Modern art meets Ancient Egypt at Valencia's IVAM

Jacinto Antón
Tupperware Sarcophagus, Object (Relicario), by Vik Muniz.
Tupperware Sarcophagus, Object (Relicario), by Vik Muniz.EL PAÍS

You don't go to an exhibition titled Un té con Nefertiti (Tea with Nefertiti) thinking you're going to find something conventional. Even so, it's hard to prepare yourself for bumping into an Egyptian mummy in a Tupperware box. It's an incredible piece: the mummy, life size, is not real but it looks the part and the gigantic plastic container sports a blue lid with characteristics of a Saite Period sarcophagus. It provokes a flood of questions: does it allude to the exploitation of mummies by the media and museums? Or does it imply that Egypt has remained preserved or frozen in its past? Did the builders of the pyramids take any kind of lunchbox to work with them?

Vik Muniz's Tupperware Sarcophagus, Object (Relicario) (2010) is just one of the many surprising and marvelous things to be found at this wonderful exhibition at Valencia's IVAM. In another room you encounter two immense excavation shovels placed in such a way as to compose the hieroglyph for the ka (two arms joined together), a 2009 work by Nida Sinnokrot.

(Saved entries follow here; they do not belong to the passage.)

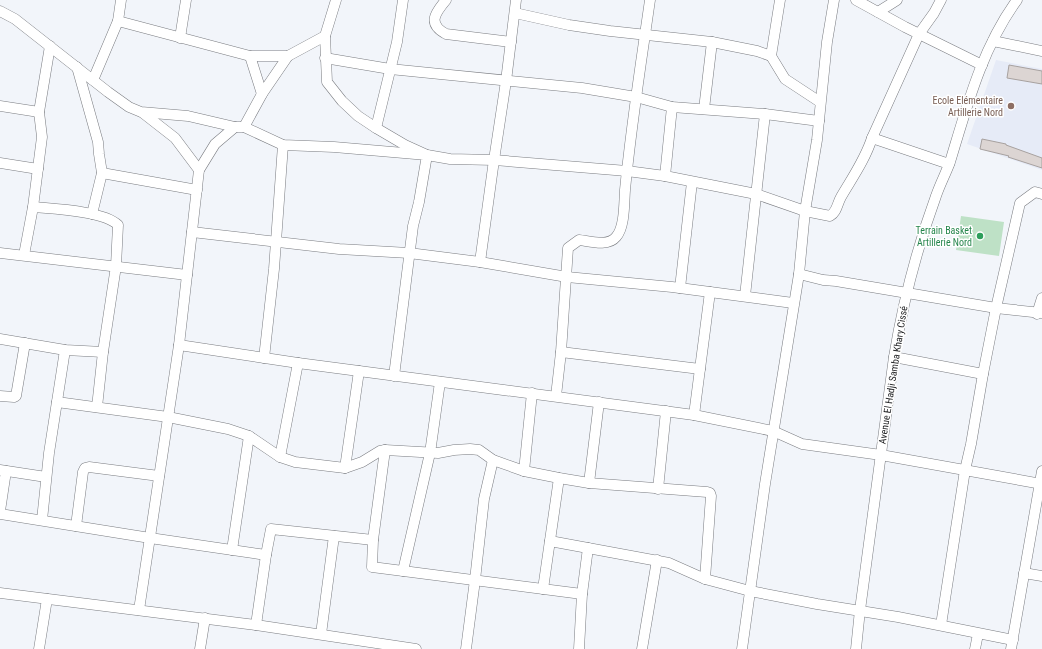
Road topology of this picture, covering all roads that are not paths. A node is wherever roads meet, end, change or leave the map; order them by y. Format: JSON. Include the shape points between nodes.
{"nodes":[{"id":1,"x":121,"y":0,"type":"edge"},
{"id":2,"x":186,"y":0,"type":"edge"},
{"id":3,"x":336,"y":0,"type":"edge"},
{"id":4,"x":403,"y":0,"type":"edge"},
{"id":5,"x":446,"y":0,"type":"edge"},
{"id":6,"x":516,"y":0,"type":"edge"},
{"id":7,"x":650,"y":0,"type":"edge"},
{"id":8,"x":780,"y":0,"type":"edge"},
{"id":9,"x":834,"y":0,"type":"edge"},
{"id":10,"x":856,"y":0,"type":"edge"},
{"id":11,"x":898,"y":0,"type":"edge"},
{"id":12,"x":941,"y":0,"type":"edge"},
{"id":13,"x":1017,"y":0,"type":"edge"},
{"id":14,"x":0,"y":11,"type":"edge"},
{"id":15,"x":878,"y":12,"type":"junction"},
{"id":16,"x":515,"y":13,"type":"junction"},
{"id":17,"x":118,"y":21,"type":"junction"},
{"id":18,"x":919,"y":34,"type":"junction"},
{"id":19,"x":325,"y":36,"type":"junction"},
{"id":20,"x":645,"y":36,"type":"junction"},
{"id":21,"x":180,"y":38,"type":"junction"},
{"id":22,"x":993,"y":41,"type":"junction"},
{"id":23,"x":511,"y":42,"type":"junction"},
{"id":24,"x":712,"y":42,"type":"junction"},
{"id":25,"x":50,"y":46,"type":"junction"},
{"id":26,"x":1042,"y":51,"type":"edge"},
{"id":27,"x":250,"y":56,"type":"junction"},
{"id":28,"x":288,"y":56,"type":"junction"},
{"id":29,"x":771,"y":56,"type":"junction"},
{"id":30,"x":325,"y":58,"type":"junction"},
{"id":31,"x":982,"y":65,"type":"junction"},
{"id":32,"x":77,"y":67,"type":"junction"},
{"id":33,"x":390,"y":68,"type":"junction"},
{"id":34,"x":93,"y":80,"type":"junction"},
{"id":35,"x":506,"y":80,"type":"junction"},
{"id":36,"x":262,"y":94,"type":"junction"},
{"id":37,"x":636,"y":97,"type":"junction"},
{"id":38,"x":820,"y":102,"type":"junction"},
{"id":39,"x":0,"y":106,"type":"edge"},
{"id":40,"x":672,"y":107,"type":"junction"},
{"id":41,"x":704,"y":109,"type":"junction"},
{"id":42,"x":39,"y":112,"type":"junction"},
{"id":43,"x":141,"y":112,"type":"junction"},
{"id":44,"x":765,"y":114,"type":"junction"},
{"id":45,"x":819,"y":121,"type":"junction"},
{"id":46,"x":240,"y":127,"type":"junction"},
{"id":47,"x":376,"y":128,"type":"junction"},
{"id":48,"x":872,"y":138,"type":"junction"},
{"id":49,"x":283,"y":146,"type":"junction"},
{"id":50,"x":427,"y":155,"type":"junction"},
{"id":51,"x":494,"y":160,"type":"junction"},
{"id":52,"x":0,"y":163,"type":"edge"},
{"id":53,"x":949,"y":164,"type":"junction"},
{"id":54,"x":38,"y":169,"type":"junction"},
{"id":55,"x":199,"y":170,"type":"junction"},
{"id":56,"x":627,"y":171,"type":"junction"},
{"id":57,"x":102,"y":173,"type":"junction"},
{"id":58,"x":665,"y":176,"type":"junction"},
{"id":59,"x":692,"y":182,"type":"junction"},
{"id":60,"x":197,"y":190,"type":"junction"},
{"id":61,"x":756,"y":194,"type":"junction"},
{"id":62,"x":1042,"y":194,"type":"edge"},
{"id":63,"x":33,"y":207,"type":"junction"},
{"id":64,"x":805,"y":211,"type":"junction"},
{"id":65,"x":92,"y":214,"type":"junction"},
{"id":66,"x":192,"y":232,"type":"junction"},
{"id":67,"x":276,"y":241,"type":"junction"},
{"id":68,"x":0,"y":253,"type":"edge"},
{"id":69,"x":409,"y":253,"type":"junction"},
{"id":70,"x":24,"y":255,"type":"junction"},
{"id":71,"x":480,"y":262,"type":"junction"},
{"id":72,"x":116,"y":266,"type":"junction"},
{"id":73,"x":799,"y":274,"type":"junction"},
{"id":74,"x":187,"y":275,"type":"junction"},
{"id":75,"x":567,"y":277,"type":"junction"},
{"id":76,"x":680,"y":288,"type":"junction"},
{"id":77,"x":710,"y":292,"type":"junction"},
{"id":78,"x":907,"y":293,"type":"junction"},
{"id":79,"x":745,"y":296,"type":"junction"},
{"id":80,"x":1042,"y":298,"type":"edge"},
{"id":81,"x":794,"y":303,"type":"junction"},
{"id":82,"x":996,"y":308,"type":"junction"},
{"id":83,"x":1040,"y":314,"type":"edge"},
{"id":84,"x":0,"y":339,"type":"edge"},
{"id":85,"x":25,"y":343,"type":"junction"},
{"id":86,"x":179,"y":345,"type":"junction"},
{"id":87,"x":65,"y":350,"type":"junction"},
{"id":88,"x":103,"y":352,"type":"junction"},
{"id":89,"x":562,"y":352,"type":"junction"},
{"id":90,"x":894,"y":357,"type":"junction"},
{"id":91,"x":264,"y":358,"type":"junction"},
{"id":92,"x":298,"y":363,"type":"junction"},
{"id":93,"x":700,"y":369,"type":"junction"},
{"id":94,"x":359,"y":371,"type":"junction"},
{"id":95,"x":983,"y":374,"type":"junction"},
{"id":96,"x":394,"y":376,"type":"junction"},
{"id":97,"x":440,"y":382,"type":"junction"},
{"id":98,"x":532,"y":393,"type":"junction"},
{"id":99,"x":0,"y":396,"type":"edge"},
{"id":100,"x":556,"y":396,"type":"junction"},
{"id":101,"x":57,"y":402,"type":"junction"},
{"id":102,"x":599,"y":402,"type":"junction"},
{"id":103,"x":97,"y":407,"type":"junction"},
{"id":104,"x":666,"y":411,"type":"junction"},
{"id":105,"x":694,"y":415,"type":"junction"},
{"id":106,"x":168,"y":417,"type":"junction"},
{"id":107,"x":773,"y":431,"type":"junction"},
{"id":108,"x":249,"y":436,"type":"junction"},
{"id":109,"x":385,"y":450,"type":"junction"},
{"id":110,"x":430,"y":453,"type":"junction"},
{"id":111,"x":881,"y":455,"type":"junction"},
{"id":112,"x":280,"y":457,"type":"junction"},
{"id":113,"x":493,"y":460,"type":"junction"},
{"id":114,"x":345,"y":468,"type":"junction"},
{"id":115,"x":3,"y":470,"type":"edge"},
{"id":116,"x":524,"y":470,"type":"junction"},
{"id":117,"x":965,"y":470,"type":"junction"},
{"id":118,"x":1042,"y":471,"type":"edge"},
{"id":119,"x":46,"y":476,"type":"junction"},
{"id":120,"x":159,"y":476,"type":"junction"},
{"id":121,"x":559,"y":478,"type":"junction"},
{"id":122,"x":590,"y":482,"type":"junction"},
{"id":123,"x":1041,"y":484,"type":"edge"},
{"id":124,"x":658,"y":489,"type":"junction"},
{"id":125,"x":0,"y":512,"type":"edge"},
{"id":126,"x":42,"y":520,"type":"junction"},
{"id":127,"x":76,"y":526,"type":"junction"},
{"id":128,"x":334,"y":536,"type":"junction"},
{"id":129,"x":150,"y":538,"type":"junction"},
{"id":130,"x":373,"y":540,"type":"junction"},
{"id":131,"x":550,"y":541,"type":"junction"},
{"id":132,"x":588,"y":548,"type":"junction"},
{"id":133,"x":232,"y":550,"type":"junction"},
{"id":134,"x":266,"y":555,"type":"junction"},
{"id":135,"x":657,"y":560,"type":"junction"},
{"id":136,"x":403,"y":571,"type":"junction"},
{"id":137,"x":1024,"y":573,"type":"junction"},
{"id":138,"x":1042,"y":576,"type":"edge"},
{"id":139,"x":705,"y":579,"type":"junction"},
{"id":140,"x":475,"y":580,"type":"junction"},
{"id":141,"x":543,"y":588,"type":"junction"},
{"id":142,"x":750,"y":591,"type":"junction"},
{"id":143,"x":0,"y":593,"type":"edge"},
{"id":144,"x":582,"y":594,"type":"junction"},
{"id":145,"x":47,"y":599,"type":"junction"},
{"id":146,"x":139,"y":610,"type":"junction"},
{"id":147,"x":860,"y":610,"type":"junction"},
{"id":148,"x":205,"y":618,"type":"junction"},
{"id":149,"x":256,"y":625,"type":"junction"},
{"id":150,"x":941,"y":625,"type":"junction"},
{"id":151,"x":321,"y":634,"type":"junction"},
{"id":152,"x":978,"y":634,"type":"junction"},
{"id":153,"x":1012,"y":644,"type":"edge"},
{"id":154,"x":392,"y":647,"type":"edge"},
{"id":155,"x":39,"y":649,"type":"edge"},
{"id":156,"x":200,"y":649,"type":"edge"},
{"id":157,"x":416,"y":649,"type":"edge"},
{"id":158,"x":466,"y":649,"type":"edge"},
{"id":159,"x":579,"y":649,"type":"edge"},
{"id":160,"x":642,"y":649,"type":"edge"},
{"id":161,"x":742,"y":649,"type":"edge"},
{"id":162,"x":856,"y":649,"type":"edge"},
{"id":163,"x":975,"y":649,"type":"edge"}],
"edges":[{"from":1,"to":17,"type":"street"},
{"from":2,"to":21,"type":"street"},
{"from":3,"to":19,"type":"street"},
{"from":4,"to":33,"type":"street"},
{"from":5,"to":23,"type":"street","via":[[438,10],[435,20],[438,30],[446,34]]},
{"from":6,"to":16,"type":"street"},
{"from":7,"to":20,"type":"street"},
{"from":8,"to":29,"type":"street"},
{"from":9,"to":38,"type":"street"},
{"from":10,"to":15,"type":"street"},
{"from":11,"to":15,"type":"street"},
{"from":12,"to":18,"type":"street"},
{"from":13,"to":22,"type":"street","name":"Avenue El Hadji Samba Khary Cissé"},
{"from":14,"to":25,"type":"street","via":[[16,19]]},
{"from":15,"to":18,"type":"street"},
{"from":16,"to":20,"type":"street","via":[[569,25]]},
{"from":16,"to":23,"type":"street"},
{"from":17,"to":21,"type":"street"},
{"from":17,"to":34,"type":"street"},
{"from":18,"to":31,"type":"street"},
{"from":18,"to":48,"type":"street"},
{"from":19,"to":28,"type":"street"},
{"from":19,"to":30,"type":"street"},
{"from":20,"to":24,"type":"street"},
{"from":20,"to":37,"type":"street"},
{"from":21,"to":27,"type":"street"},
{"from":22,"to":26,"type":"street"},
{"from":22,"to":31,"type":"street","name":"Avenue El Hadji Samba Khary Cissé"},
{"from":23,"to":35,"type":"street"},
{"from":24,"to":29,"type":"street"},
{"from":24,"to":41,"type":"street"},
{"from":25,"to":32,"type":"street"},
{"from":25,"to":42,"type":"street"},
{"from":27,"to":28,"type":"street"},
{"from":27,"to":36,"type":"street"},
{"from":28,"to":36,"type":"street"},
{"from":29,"to":38,"type":"street","via":[[785,79]]},
{"from":30,"to":33,"type":"street"},
{"from":30,"to":47,"type":"street","via":[[327,82],[342,101]]},
{"from":31,"to":53,"type":"street","name":"Avenue El Hadji Samba Khary Cissé"},
{"from":32,"to":34,"type":"street"},
{"from":32,"to":57,"type":"street","via":[[98,142]]},
{"from":33,"to":35,"type":"street"},
{"from":33,"to":47,"type":"street"},
{"from":34,"to":43,"type":"street","via":[[129,107]]},
{"from":35,"to":37,"type":"street"},
{"from":35,"to":51,"type":"street"},
{"from":36,"to":46,"type":"street"},
{"from":37,"to":40,"type":"street"},
{"from":37,"to":56,"type":"street"},
{"from":38,"to":45,"type":"street"},
{"from":39,"to":42,"type":"street"},
{"from":40,"to":41,"type":"street"},
{"from":40,"to":58,"type":"street"},
{"from":41,"to":44,"type":"street"},
{"from":42,"to":54,"type":"street","via":[[42,137]]},
{"from":43,"to":46,"type":"street","via":[[188,116]]},
{"from":43,"to":55,"type":"street","via":[[175,138]]},
{"from":44,"to":45,"type":"street"},
{"from":44,"to":61,"type":"street"},
{"from":45,"to":64,"type":"street"},
{"from":46,"to":49,"type":"street"},
{"from":46,"to":55,"type":"street","via":[[214,144]]},
{"from":47,"to":50,"type":"street"},
{"from":48,"to":53,"type":"street"},
{"from":48,"to":64,"type":"street","via":[[866,155],[834,213],[830,216]]},
{"from":49,"to":50,"type":"street","via":[[334,147]]},
{"from":49,"to":67,"type":"street"},
{"from":50,"to":51,"type":"street"},
{"from":50,"to":69,"type":"street"},
{"from":51,"to":56,"type":"street"},
{"from":51,"to":71,"type":"street"},
{"from":52,"to":54,"type":"street"},
{"from":53,"to":78,"type":"street","name":"Avenue El Hadji Samba Khary Cissé","via":[[921,240]]},
{"from":54,"to":63,"type":"street"},
{"from":55,"to":60,"type":"street"},
{"from":56,"to":58,"type":"street"},
{"from":56,"to":75,"type":"street","via":[[622,228],[616,238],[606,242],[579,240],[568,248]]},
{"from":57,"to":60,"type":"street"},
{"from":57,"to":65,"type":"street"},
{"from":58,"to":59,"type":"street"},
{"from":59,"to":61,"type":"street"},
{"from":59,"to":76,"type":"street"},
{"from":60,"to":66,"type":"street"},
{"from":61,"to":64,"type":"street"},
{"from":61,"to":79,"type":"street"},
{"from":62,"to":82,"type":"street","via":[[1035,192],[1020,203]]},
{"from":63,"to":65,"type":"street"},
{"from":63,"to":70,"type":"street"},
{"from":64,"to":73,"type":"street"},
{"from":65,"to":72,"type":"street","via":[[107,218],[118,225]]},
{"from":66,"to":67,"type":"street"},
{"from":66,"to":74,"type":"street"},
{"from":67,"to":69,"type":"street","via":[[339,249]]},
{"from":67,"to":91,"type":"street"},
{"from":68,"to":70,"type":"street"},
{"from":69,"to":71,"type":"street"},
{"from":69,"to":96,"type":"street"},
{"from":70,"to":72,"type":"street"},
{"from":71,"to":75,"type":"street"},
{"from":72,"to":74,"type":"street"},
{"from":72,"to":88,"type":"street"},
{"from":73,"to":78,"type":"street"},
{"from":73,"to":81,"type":"street"},
{"from":74,"to":86,"type":"street"},
{"from":75,"to":76,"type":"street"},
{"from":75,"to":89,"type":"street"},
{"from":76,"to":77,"type":"street"},
{"from":77,"to":79,"type":"street"},
{"from":77,"to":93,"type":"street"},
{"from":78,"to":82,"type":"street"},
{"from":78,"to":90,"type":"street","name":"Avenue El Hadji Samba Khary Cissé"},
{"from":79,"to":81,"type":"street"},
{"from":80,"to":83,"type":"street"},
{"from":81,"to":107,"type":"street"},
{"from":82,"to":83,"type":"street"},
{"from":82,"to":95,"type":"street"},
{"from":84,"to":85,"type":"street"},
{"from":85,"to":87,"type":"street"},
{"from":85,"to":99,"type":"street","via":[[16,396]]},
{"from":86,"to":91,"type":"street"},
{"from":86,"to":106,"type":"street"},
{"from":87,"to":88,"type":"street"},
{"from":87,"to":101,"type":"street"},
{"from":88,"to":103,"type":"street"},
{"from":89,"to":93,"type":"street"},
{"from":89,"to":100,"type":"street"},
{"from":90,"to":95,"type":"street"},
{"from":90,"to":111,"type":"street","name":"Avenue El Hadji Samba Khary Cissé"},
{"from":91,"to":92,"type":"street"},
{"from":92,"to":94,"type":"street"},
{"from":92,"to":112,"type":"street"},
{"from":93,"to":105,"type":"street"},
{"from":94,"to":96,"type":"street"},
{"from":94,"to":114,"type":"street"},
{"from":95,"to":117,"type":"street","via":[[972,444]]},
{"from":96,"to":97,"type":"street"},
{"from":97,"to":98,"type":"street"},
{"from":97,"to":110,"type":"street"},
{"from":98,"to":100,"type":"street"},
{"from":98,"to":116,"type":"street"},
{"from":100,"to":102,"type":"street"},
{"from":101,"to":103,"type":"street"},
{"from":101,"to":119,"type":"street"},
{"from":102,"to":104,"type":"street"},
{"from":102,"to":122,"type":"street"},
{"from":103,"to":106,"type":"street"},
{"from":104,"to":105,"type":"street"},
{"from":104,"to":124,"type":"street"},
{"from":105,"to":107,"type":"street"},
{"from":106,"to":108,"type":"street","via":[[228,429]]},
{"from":106,"to":120,"type":"street"},
{"from":107,"to":111,"type":"street","via":[[802,444]]},
{"from":107,"to":142,"type":"street"},
{"from":108,"to":112,"type":"street"},
{"from":108,"to":133,"type":"street"},
{"from":109,"to":110,"type":"street"},
{"from":109,"to":114,"type":"street"},
{"from":109,"to":130,"type":"street"},
{"from":110,"to":113,"type":"street","via":[[470,449],[484,453]]},
{"from":110,"to":136,"type":"street"},
{"from":111,"to":117,"type":"street"},
{"from":111,"to":147,"type":"street","name":"Avenue El Hadji Samba Khary Cissé"},
{"from":112,"to":114,"type":"street","via":[[295,462]]},
{"from":113,"to":116,"type":"street"},
{"from":113,"to":140,"type":"street","via":[[484,499]]},
{"from":115,"to":119,"type":"street"},
{"from":115,"to":125,"type":"street"},
{"from":116,"to":121,"type":"street"},
{"from":117,"to":123,"type":"street"},
{"from":117,"to":150,"type":"street"},
{"from":118,"to":123,"type":"street"},
{"from":119,"to":126,"type":"street"},
{"from":120,"to":127,"type":"street","via":[[85,468]]},
{"from":120,"to":129,"type":"street"},
{"from":121,"to":122,"type":"street"},
{"from":121,"to":131,"type":"street"},
{"from":122,"to":124,"type":"street"},
{"from":123,"to":137,"type":"street"},
{"from":124,"to":139,"type":"street","via":[[710,493]]},
{"from":125,"to":126,"type":"street"},
{"from":126,"to":127,"type":"street"},
{"from":127,"to":129,"type":"street"},
{"from":128,"to":130,"type":"street"},
{"from":128,"to":134,"type":"street","via":[[272,529]]},
{"from":128,"to":151,"type":"street"},
{"from":129,"to":133,"type":"street"},
{"from":129,"to":146,"type":"street"},
{"from":130,"to":136,"type":"street","via":[[372,567]]},
{"from":131,"to":132,"type":"street"},
{"from":131,"to":141,"type":"street"},
{"from":132,"to":135,"type":"street"},
{"from":132,"to":144,"type":"street"},
{"from":133,"to":134,"type":"street"},
{"from":134,"to":149,"type":"street"},
{"from":135,"to":139,"type":"street"},
{"from":135,"to":160,"type":"street"},
{"from":136,"to":140,"type":"street"},
{"from":137,"to":138,"type":"street"},
{"from":137,"to":153,"type":"street"},
{"from":139,"to":142,"type":"street"},
{"from":140,"to":141,"type":"street"},
{"from":140,"to":158,"type":"street"},
{"from":141,"to":144,"type":"street"},
{"from":142,"to":147,"type":"street"},
{"from":142,"to":161,"type":"street"},
{"from":143,"to":145,"type":"street"},
{"from":144,"to":159,"type":"street"},
{"from":145,"to":146,"type":"street"},
{"from":145,"to":155,"type":"street"},
{"from":146,"to":148,"type":"street"},
{"from":147,"to":150,"type":"street"},
{"from":147,"to":162,"type":"street","name":"Avenue El Hadji Samba Khary Cissé"},
{"from":148,"to":149,"type":"street"},
{"from":148,"to":156,"type":"street"},
{"from":149,"to":151,"type":"street"},
{"from":150,"to":152,"type":"street"},
{"from":151,"to":154,"type":"street"},
{"from":152,"to":153,"type":"street"},
{"from":152,"to":163,"type":"street"},
{"from":154,"to":157,"type":"street"}]}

Further on you bump right into Nefertiti herself in the raw in the form of the naked bronze body that duo Little Warsaw controversially created for the bust of the Egyptian queen housed in the Neues Museum in Berlin. Their video installation of the head and its new body almost gave Dr Zahi Hawass, the then chief of the Egyptian Supreme Council of Antiquities, a heart attack, so angry was he at the lack of respect shown to the work.

In another room you encounter two immense excavation shovels

Another exhibit not to miss is the video work and documentary about moving the colossal statue of Ramses II through the streets of Cairo in 2007. There are no original Ancient Egyptian relics in the exhibition, but their presence is everywhere in the form of images that counterpoint the works on show.

In reality, explains IVAM director Consuelo Císcar, the allusion to Nefertiti is an excuse for a profound reflection on the long reach and the multiple meanings around the processes of artistic creation and, especially, appropriation that the works undergo as they travel through time and space.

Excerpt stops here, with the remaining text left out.